On the other hand, if this long wait for a response ends in a printed form rejection, I fully expect to cry for a week before sending it out again.
Karen
January 28th, 2007
Current Mood:  happy
Well, this book, The Mâvarin Revolutions, is officially underway. The first scene I wrote months ago. The second one I started in my notebook several weeks back over a plateful of "yummy yummy chicken," and finished this afternoon in my fiction blog. The third scene started to come into my head a day or two ago. and began the transition to paper and pixels late this afternoon. I've even had some ideas for the book's main plotlines, which frankly doesn't happen for me very often. Usually these things only emerge from the fog when I get there.

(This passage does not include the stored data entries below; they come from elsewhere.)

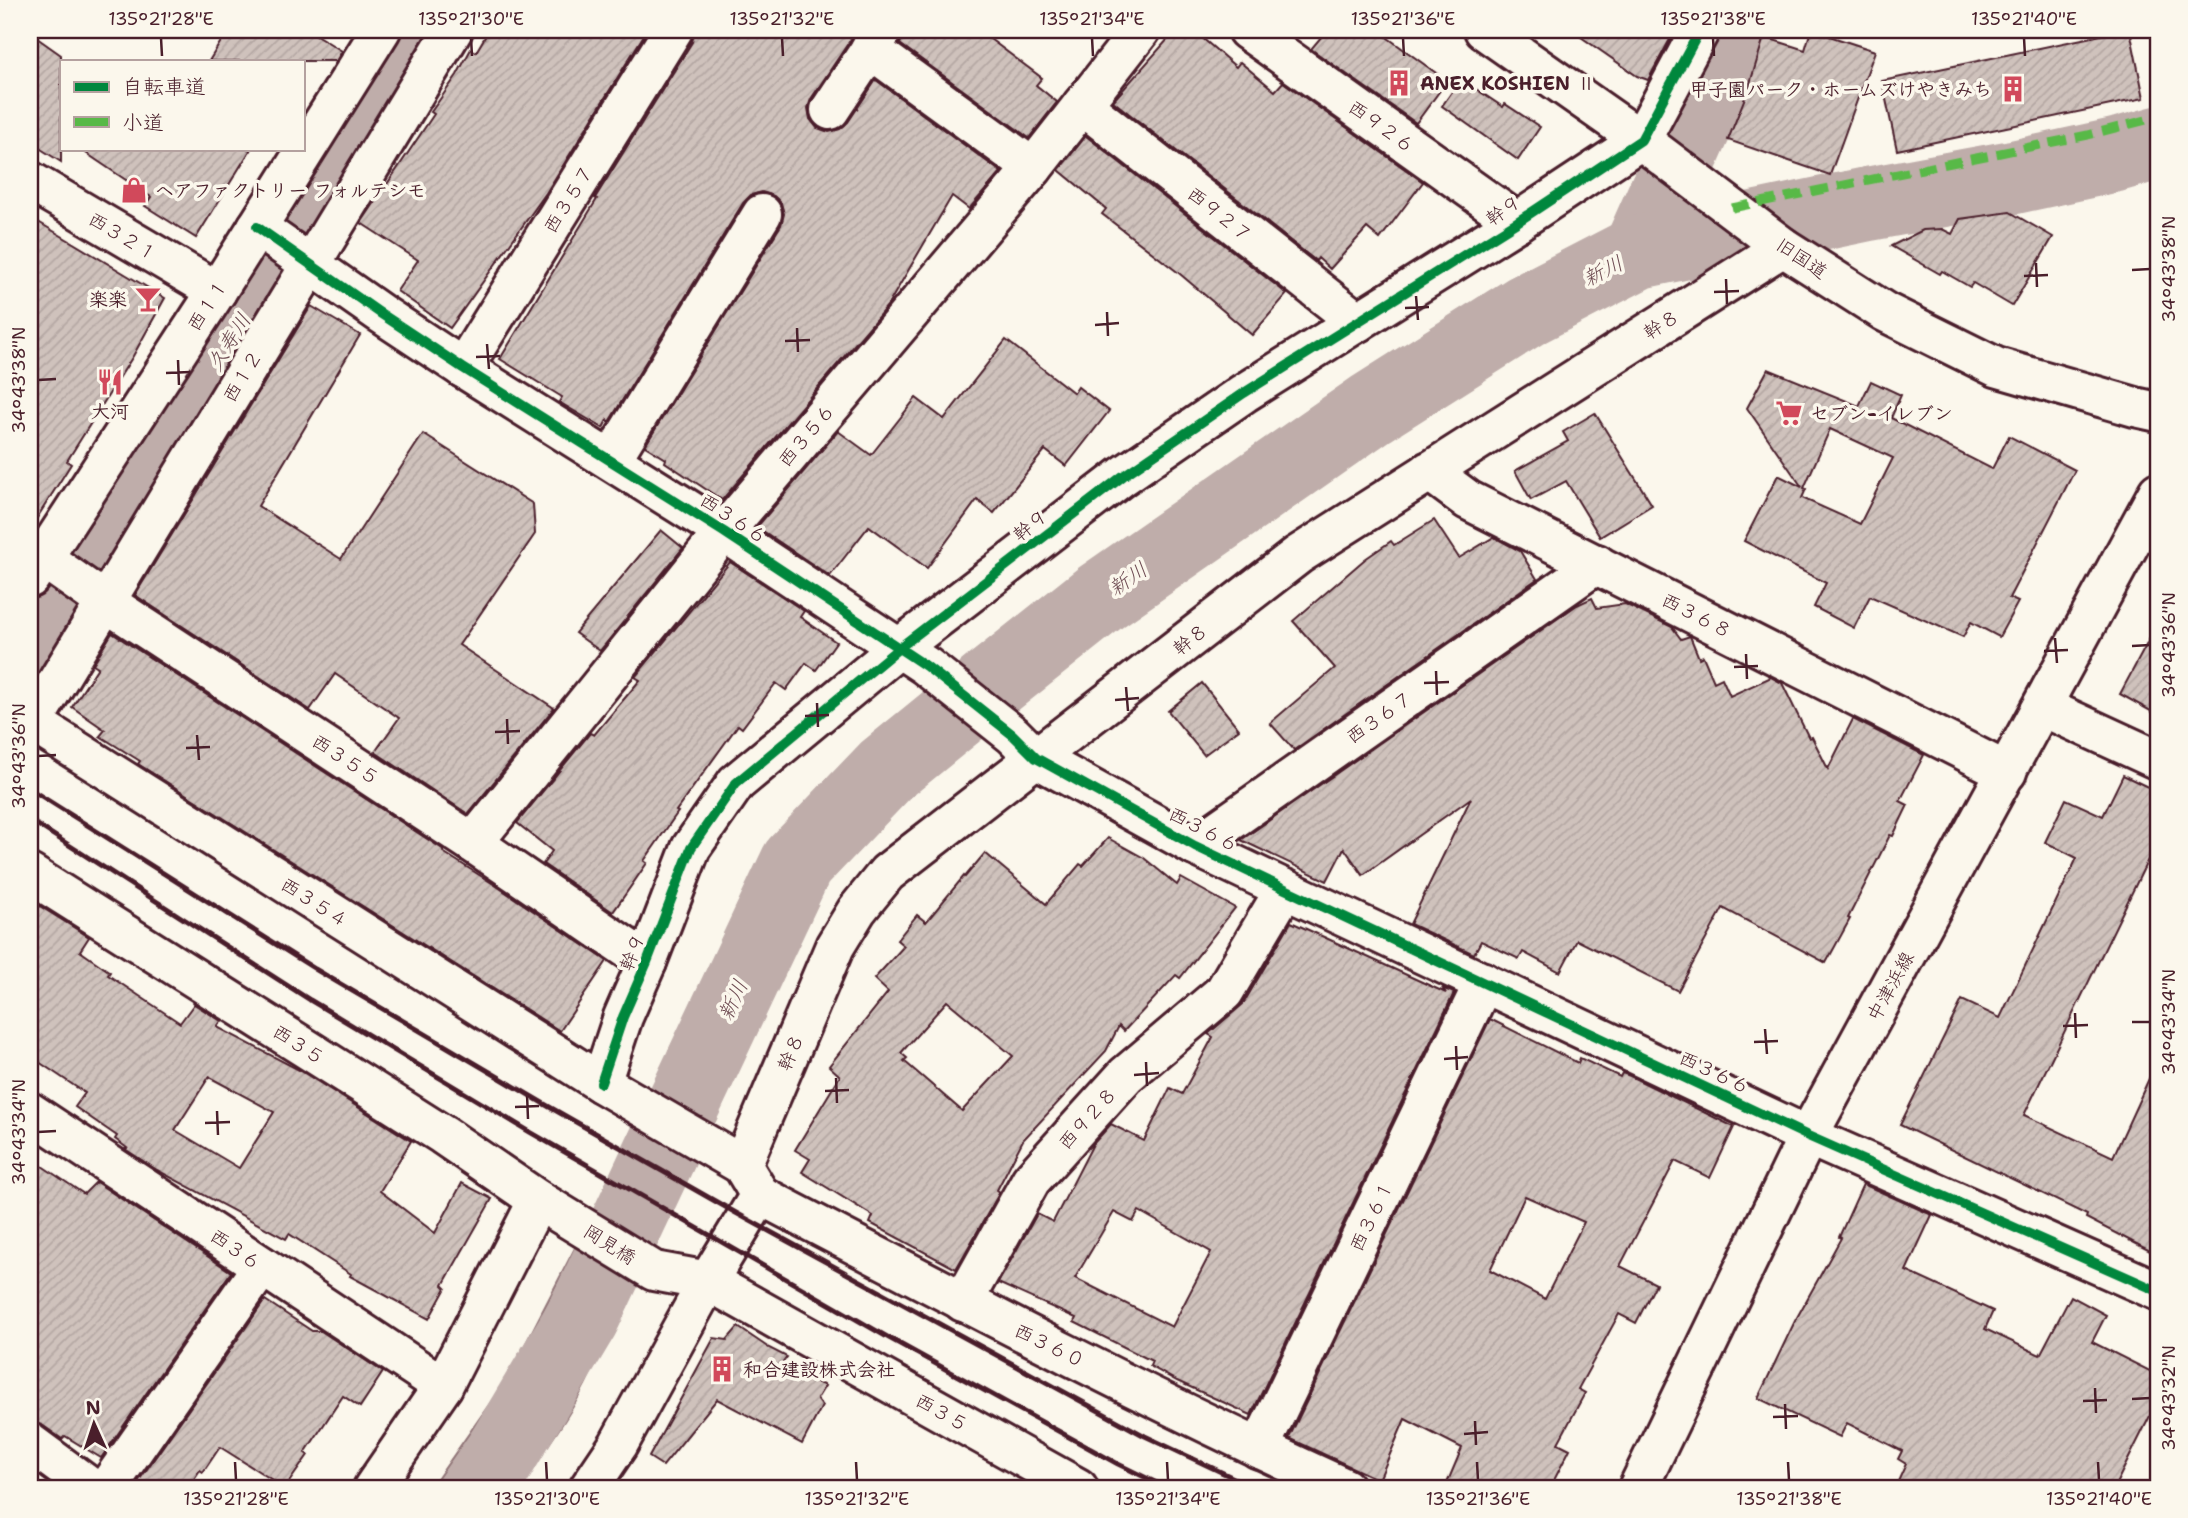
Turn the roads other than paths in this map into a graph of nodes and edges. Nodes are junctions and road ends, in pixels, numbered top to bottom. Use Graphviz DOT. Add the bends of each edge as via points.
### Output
graph roads {
  1 [pos="381,30"];
  2 [pos="453,30"];
  3 [pos="673,30"];
  4 [pos="1141,30"];
  5 [pos="1247,30"];
  6 [pos="1484,30"];
  7 [pos="1699,30"];
  8 [pos="876,40"];
  9 [pos="1082,105"];
  10 [pos="830,110"];
  11 [pos="1648,145"];
  12 [pos="1033,167"];
  13 [pos="30,181"];
  14 [pos="762,214"];
  15 [pos="1517,222"];
  16 [pos="1778,243"];
  17 [pos="284,245"];
  18 [pos="216,291"];
  19 [pos="1358,322"];
  20 [pos="463,368"];
  21 [pos="2158,412"];
  22 [pos="611,460"];
  23 [pos="1429,471"];
  24 [pos="2158,492"];
  25 [pos="724,532"];
  26 [pos="1597,565"];
  27 [pos="44,569"];
  28 [pos="97,596"];
  29 [pos="899,648"];
  30 [pos="2043,707"];
  31 [pos="31,722"];
  32 [pos="1036,758"];
  33 [pos="2158,760"];
  34 [pos="2007,772"];
  35 [pos="474,843"];
  36 [pos="1195,846"];
  37 [pos="30,874"];
  38 [pos="1285,889"];
  39 [pos="648,962"];
  40 [pos="1483,982"];
  41 [pos="601,1083"];
  42 [pos="30,1112"];
  43 [pos="1808,1136"];
  44 [pos="751,1180"];
  45 [pos="552,1209"];
  46 [pos="262,1266"];
  47 [pos="654,1271"];
  48 [pos="708,1281"];
  49 [pos="2158,1291"];
  50 [pos="963,1302"];
  51 [pos="443,1386"];
  52 [pos="30,1443"];
  53 [pos="1259,1449"];
  54 [pos="91,1488"];
  55 [pos="107,1488"];
  56 [pos="373,1488"];
  57 [pos="589,1488"];
  58 [pos="1078,1488"];
  59 [pos="1345,1488"];
  60 [pos="1638,1488"];
  1 -- 17 [label="street, 西１１"];
  2 -- 17 [label="street, 西１２"];
  3 -- 20 [label="street, 西３５７"];
  4 -- 9 [label="street, 西３５６"];
  5 -- 15 [label="street, 西９２６"];
  6 -- 11 [label="street, 旧国道"];
  7 -- 11 [label="street"];
  8 -- 10 [label="street"];
  8 -- 12 [label="street"];
  9 -- 12 [label="street, 西３５６"];
  9 -- 19 [label="street, 西９２７"];
  11 -- 15 [label="street, 幹９"];
  11 -- 16 [label="street, 旧国道"];
  12 -- 25 [label="street, 西３５６"];
  13 -- 18 [label="street, 西３２１"];
  14 -- 22 [label="street"];
  15 -- 19 [label="street, 幹９"];
  16 -- 21 [label="street, 旧国道" via="1885,312 1996,367"];
  16 -- 23 [label="street, 幹８"];
  17 -- 18 [label="street, 西１１"];
  17 -- 20 [label="street, 西３６６"];
  17 -- 28 [label="street, 西１２"];
  18 -- 27 [label="street, 西１１"];
  19 -- 29 [label="street, 幹９" via="1123,476"];
  20 -- 22 [label="street, 西３６６"];
  22 -- 25 [label="street, 西３６６"];
  23 -- 26 [label="street, 西３６８" via="1468,500"];
  23 -- 32 [label="street, 幹８" via="1298,555"];
  24 -- 30 [label="street, 中津浜線"];
  25 -- 29 [label="street, 西３６６"];
  25 -- 35 [label="street, 西３５６"];
  26 -- 34 [label="street, 西３６８"];
  26 -- 36 [label="street, 西３６７"];
  27 -- 28 [label="street, 西３５５"];
  28 -- 31 [label="street, 西１２"];
  28 -- 35 [label="street, 西３５５"];
  29 -- 32 [label="street, 西３６６" via="1013,735"];
  29 -- 39 [label="street, 幹９" via="736,783 691,848"];
  30 -- 33 [label="street"];
  30 -- 34 [label="street, 中津浜線"];
  31 -- 41 [label="street, 西３５４"];
  32 -- 36 [label="street, 西３６６"];
  32 -- 44 [label="street, 幹８" via="887,873 857,910 835,946"];
  34 -- 43 [label="street, 中津浜線"];
  35 -- 39 [label="street, 西３５５"];
  36 -- 38 [label="street, 西３６６"];
  37 -- 45 [label="street, 西３５"];
  38 -- 40 [label="street, 西３６６"];
  38 -- 50 [label="street, 西９２８" via="1224,992 1126,1075 1031,1180"];
  39 -- 41 [label="street, 幹９"];
  40 -- 43 [label="street, 西３６６"];
  40 -- 53 [label="street, 西３６１"];
  41 -- 44 [label="street, 西３５４"];
  42 -- 46 [label="street, 西３６"];
  43 -- 49 [label="street, 西３６６"];
  43 -- 60 [label="street, 中津浜線"];
  44 -- 48 [label="street, 幹８"];
  44 -- 50 [label="street, 西３６０"];
  45 -- 47 [label="street, 岡見橋"];
  45 -- 51 [label="street"];
  46 -- 51 [label="street, 西３６"];
  46 -- 55 [label="street"];
  47 -- 48 [label="street, 西３５"];
  48 -- 57 [label="street, 幹８" via="618,1445"];
  48 -- 58 [label="street, 西３５"];
  50 -- 53 [label="street, 西３６０"];
  51 -- 56 [label="street"];
  52 -- 54 [label="street"];
  53 -- 59 [label="street, 西３６０"];
}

Then tonight I got distracted for an entire evening by this long thread on Making Light. Dang. The gist of it: some woman promoted herself as an Editor on the Inside, whereas her only credits are in non-paying literary fiction circles. TNH called her on it and she got nasty, and then some proxy or sock puppet got even nastier - but meantime the not-really-an-insider's "Pitch Bitch" blog was taken down. My old thorn Mrk popped up to pitch some pseudonymous bile, which was deleted by the time I got there. Just as well. At least he hasn't taken his attack dog routine back to Wikipedia this time, for which I'm grateful. Then the conversation, as it so often does, turned to Inigo and Westley's sword techniques, Roman horsemanship and the question of whether calling something "vanilla" is an insult to the subject or an unfair denigration of the flavoring extract. Fun stuff!